The next drip should happen sometime in 2012, and there's a Webcam set up in the lab to capture the moment (you'll need Windows Media Player to watch, so Mac users might be out of luck -- I know, right?).

Of Bosons, Bosuns and Bosoms. Over at the Guardian, John Buttoerworth explains the difference between bosons and fermions in particle physics with his characteristic wry wit. "The difference between them is just spin. But in this context, spin is a quantum number of angular momentum. It is a bit like the particle is spinning, but that is really just an analogy, since point-like fundamental particles could not spin, and anyway fermions have a spin such that in a classical analogy they would have to go round twice to get back where they started. Quantum mechanics is full of semi-misleading analogies like this."
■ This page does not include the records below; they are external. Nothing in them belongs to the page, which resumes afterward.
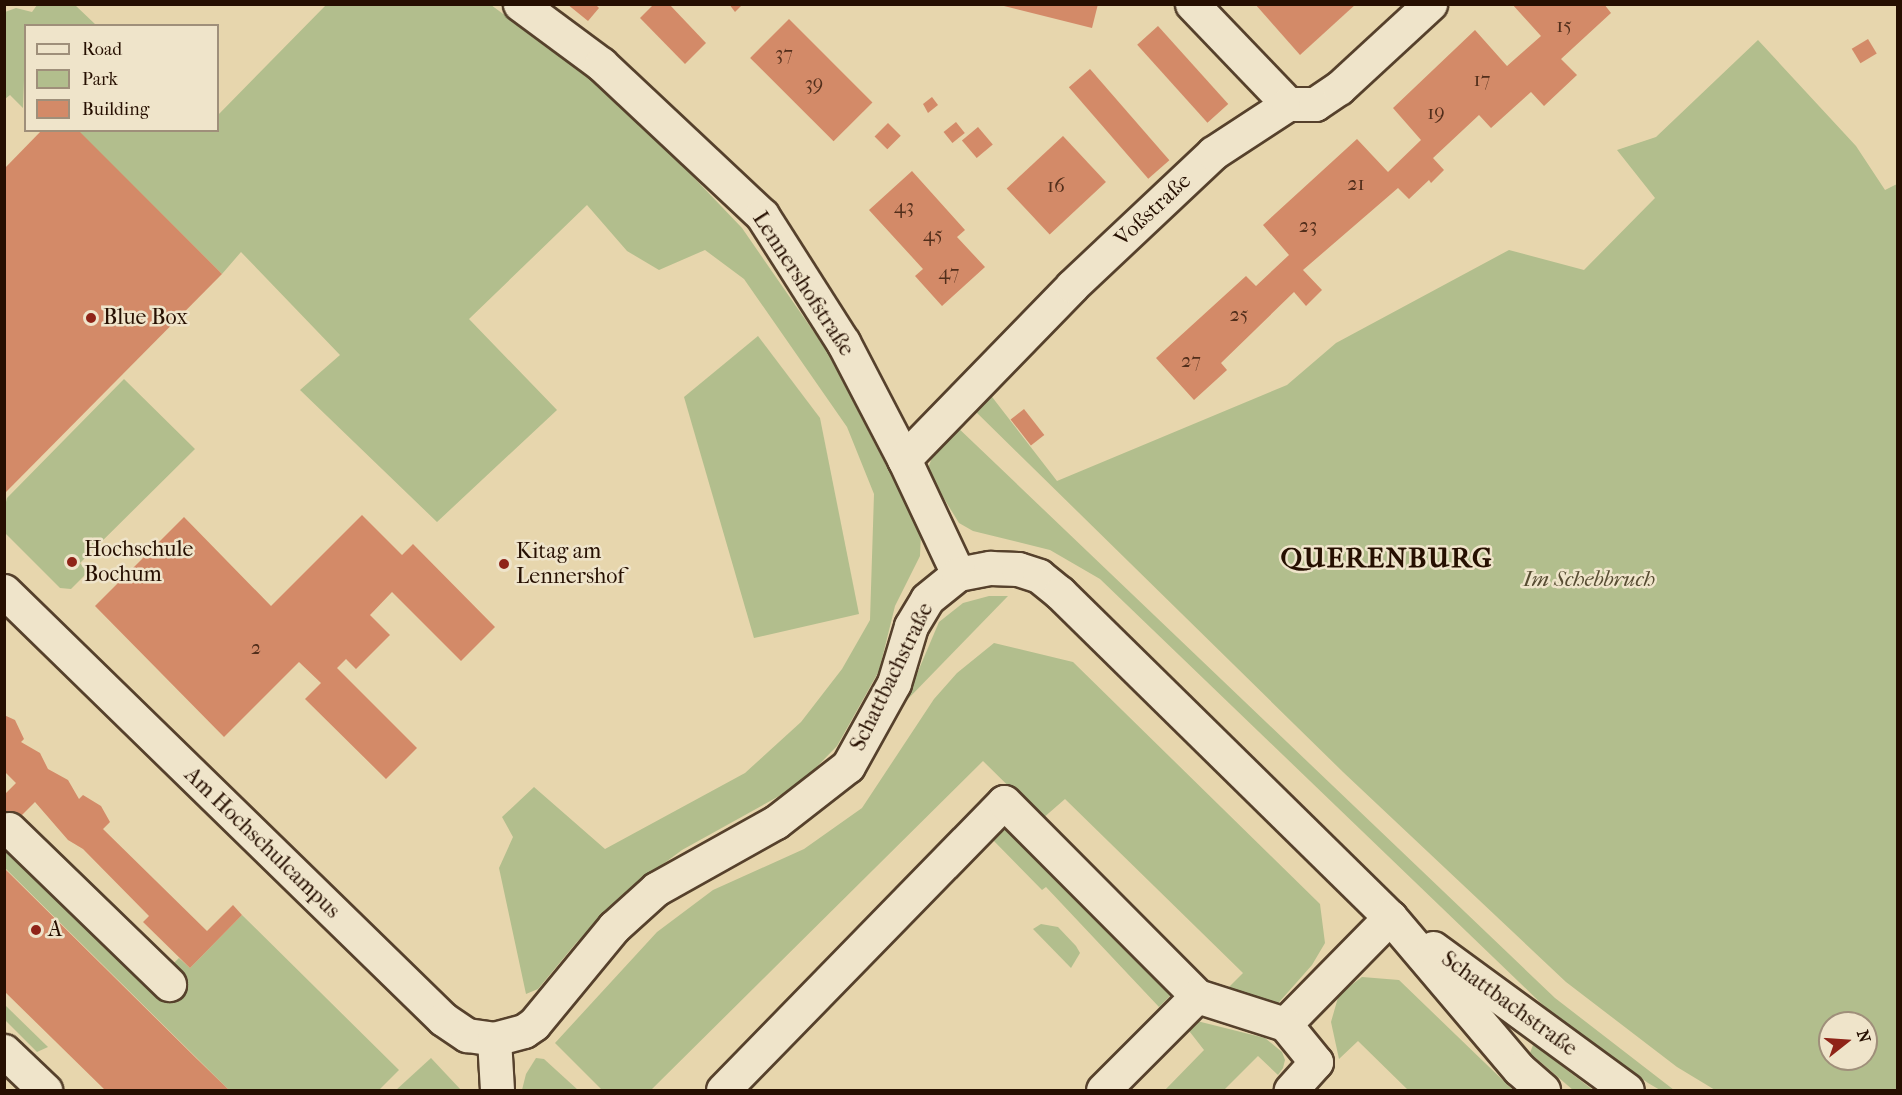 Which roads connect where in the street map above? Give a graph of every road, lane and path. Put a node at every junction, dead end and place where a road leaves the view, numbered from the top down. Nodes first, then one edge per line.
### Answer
1 (520, 4) edge
2 (1192, 4) edge
3 (1430, 4) edge
4 (1288, 104) junction
5 (904, 459) junction
6 (958, 574) junction
7 (4, 591) edge
8 (9, 829) dead end
9 (1390, 917) junction
10 (169, 984) dead end
11 (1197, 996) junction
12 (1285, 1024) junction
13 (494, 1039) junction
14 (4, 1052) edge
15 (45, 1090) edge
16 (497, 1090) edge
17 (723, 1090) edge
18 (1103, 1090) edge
19 (1291, 1090) edge
20 (1543, 1090) edge
21 (1627, 1090) edge

1 - 5 street, Lennershofstraße
2 - 4 street
3 - 4 street, Voßstraße
4 - 5 street, Voßstraße
5 - 6 street, Lennershofstraße
6 - 9 street, Schattbachstraße
6 - 13 street, Schattbachstraße
7 - 13 street, Am Hochschulcampus
8 - 10 street
9 - 12 street
9 - 20 street, Schattbachstraße
9 - 21 street, Schattbachstraße
11 - 12 street
11 - 17 street
11 - 18 street
12 - 19 street
13 - 16 street
14 - 15 street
Modeling Financial Markets. Scientific American's David Biello offers a fascinating Q&A with statistical physicist H. Eugene Stanley, who argues against using standard Gaussian bell curves as a model, and in favor of the more L-shaped power law approach, "in which the frequency of one event varies as a power of some attribute of that event." Can mathematical modeling beat the market? Stanley says no. But it can be helpful in reducing risk.

Hot Underwater Recoil Action. Finally, via Laughing Squid, we stumbled across this nifty video by Smarter Every Day exploring what happens when you fire handguns underwater. Among other things, the aquarium breaks, but there's some cool-looking shock waves and fluid dynamics at work, too. I feel smarter already.